Even before the event, people in Wirral slammed the idea, saying it has taken away around eight popular November 5 events across the river. On Sunday people on the Liverpool side were calling for a return to the popular displays in Sefton and Newsham Parks.

However were the people expecting too much? It’s true that since 2008 when Ringo Starr got on the roof of St George's Hall, we’ve been rather spoiled with festivals and big ticket events taking place with the sort of rapid regularity that leaves other cities green with envy.

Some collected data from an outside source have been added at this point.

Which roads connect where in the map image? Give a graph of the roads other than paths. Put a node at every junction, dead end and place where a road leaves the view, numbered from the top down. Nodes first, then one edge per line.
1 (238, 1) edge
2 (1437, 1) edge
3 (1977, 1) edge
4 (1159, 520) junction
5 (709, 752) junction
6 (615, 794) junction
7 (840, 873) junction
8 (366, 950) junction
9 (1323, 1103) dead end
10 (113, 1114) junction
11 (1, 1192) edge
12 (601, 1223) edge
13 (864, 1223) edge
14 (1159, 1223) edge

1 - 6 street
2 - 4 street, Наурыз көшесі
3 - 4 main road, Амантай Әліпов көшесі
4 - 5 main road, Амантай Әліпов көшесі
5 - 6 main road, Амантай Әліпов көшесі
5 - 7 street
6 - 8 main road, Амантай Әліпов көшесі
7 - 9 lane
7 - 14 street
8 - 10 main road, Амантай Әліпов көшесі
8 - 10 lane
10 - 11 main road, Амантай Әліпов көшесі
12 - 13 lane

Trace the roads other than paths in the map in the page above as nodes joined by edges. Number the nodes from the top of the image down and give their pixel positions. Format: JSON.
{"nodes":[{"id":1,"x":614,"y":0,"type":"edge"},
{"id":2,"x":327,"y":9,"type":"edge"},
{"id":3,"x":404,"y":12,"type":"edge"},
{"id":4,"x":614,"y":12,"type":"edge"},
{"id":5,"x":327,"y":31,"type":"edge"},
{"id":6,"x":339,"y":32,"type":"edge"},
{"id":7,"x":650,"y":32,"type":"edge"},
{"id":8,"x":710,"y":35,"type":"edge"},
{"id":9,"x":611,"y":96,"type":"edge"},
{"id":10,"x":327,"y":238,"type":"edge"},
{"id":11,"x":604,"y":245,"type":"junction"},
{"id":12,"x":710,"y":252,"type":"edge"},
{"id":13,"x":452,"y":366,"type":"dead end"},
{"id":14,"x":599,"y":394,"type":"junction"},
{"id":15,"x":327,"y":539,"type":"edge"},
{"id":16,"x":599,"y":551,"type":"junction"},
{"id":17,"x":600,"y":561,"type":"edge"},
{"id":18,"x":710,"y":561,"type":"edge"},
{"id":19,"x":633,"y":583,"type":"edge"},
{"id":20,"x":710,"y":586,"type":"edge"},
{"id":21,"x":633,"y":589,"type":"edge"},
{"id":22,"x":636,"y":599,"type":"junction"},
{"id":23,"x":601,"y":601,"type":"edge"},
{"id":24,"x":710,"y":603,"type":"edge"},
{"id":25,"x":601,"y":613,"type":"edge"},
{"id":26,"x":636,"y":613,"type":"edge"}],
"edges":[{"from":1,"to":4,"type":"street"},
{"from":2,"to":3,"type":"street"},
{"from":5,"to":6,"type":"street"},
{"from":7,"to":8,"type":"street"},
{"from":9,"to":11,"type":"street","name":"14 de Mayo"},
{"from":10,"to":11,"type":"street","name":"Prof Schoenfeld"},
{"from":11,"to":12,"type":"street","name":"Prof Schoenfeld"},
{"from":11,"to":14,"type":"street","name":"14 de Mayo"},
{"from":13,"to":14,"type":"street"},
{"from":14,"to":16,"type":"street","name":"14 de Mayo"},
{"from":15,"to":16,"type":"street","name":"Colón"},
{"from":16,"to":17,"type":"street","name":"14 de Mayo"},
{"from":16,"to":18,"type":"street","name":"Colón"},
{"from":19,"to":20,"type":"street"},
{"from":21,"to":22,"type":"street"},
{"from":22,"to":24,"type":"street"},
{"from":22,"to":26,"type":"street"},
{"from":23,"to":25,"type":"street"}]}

Have we forgotten, amid the singing and dancing hype, that Liverpool City Region remains one of the most cash-strapped areas of the UK and the municipal cuts continue to go ever deeper? Austerity measures forced Birmingham, the country's "second city" to cancel its council funded display completely, saying it simply couldn't afford it. Same story in many other towns and boroughs.

Perhaps we should have put our Roman candles in one figurative basket and instead of having three, spread-out, synchronised displays on the river, consolidated it into a single earth-shattering rocket launcher at the Pier Head. 

Even as the fireworks could be heard - but not seen - in the distance, cars were still bumper to bumper along Sefton Street, many probably too late to see what many others wish they hadn't bothered to see anyway.

Crowd control measures meant road closures and diversions, making it difficult for people to get close to the action.

At least every sparkling cloud as a silver lining, and for once people in Wirral and Liverpool were united, and all because of an event that took place in the Houses of Parliament hundreds of years ago.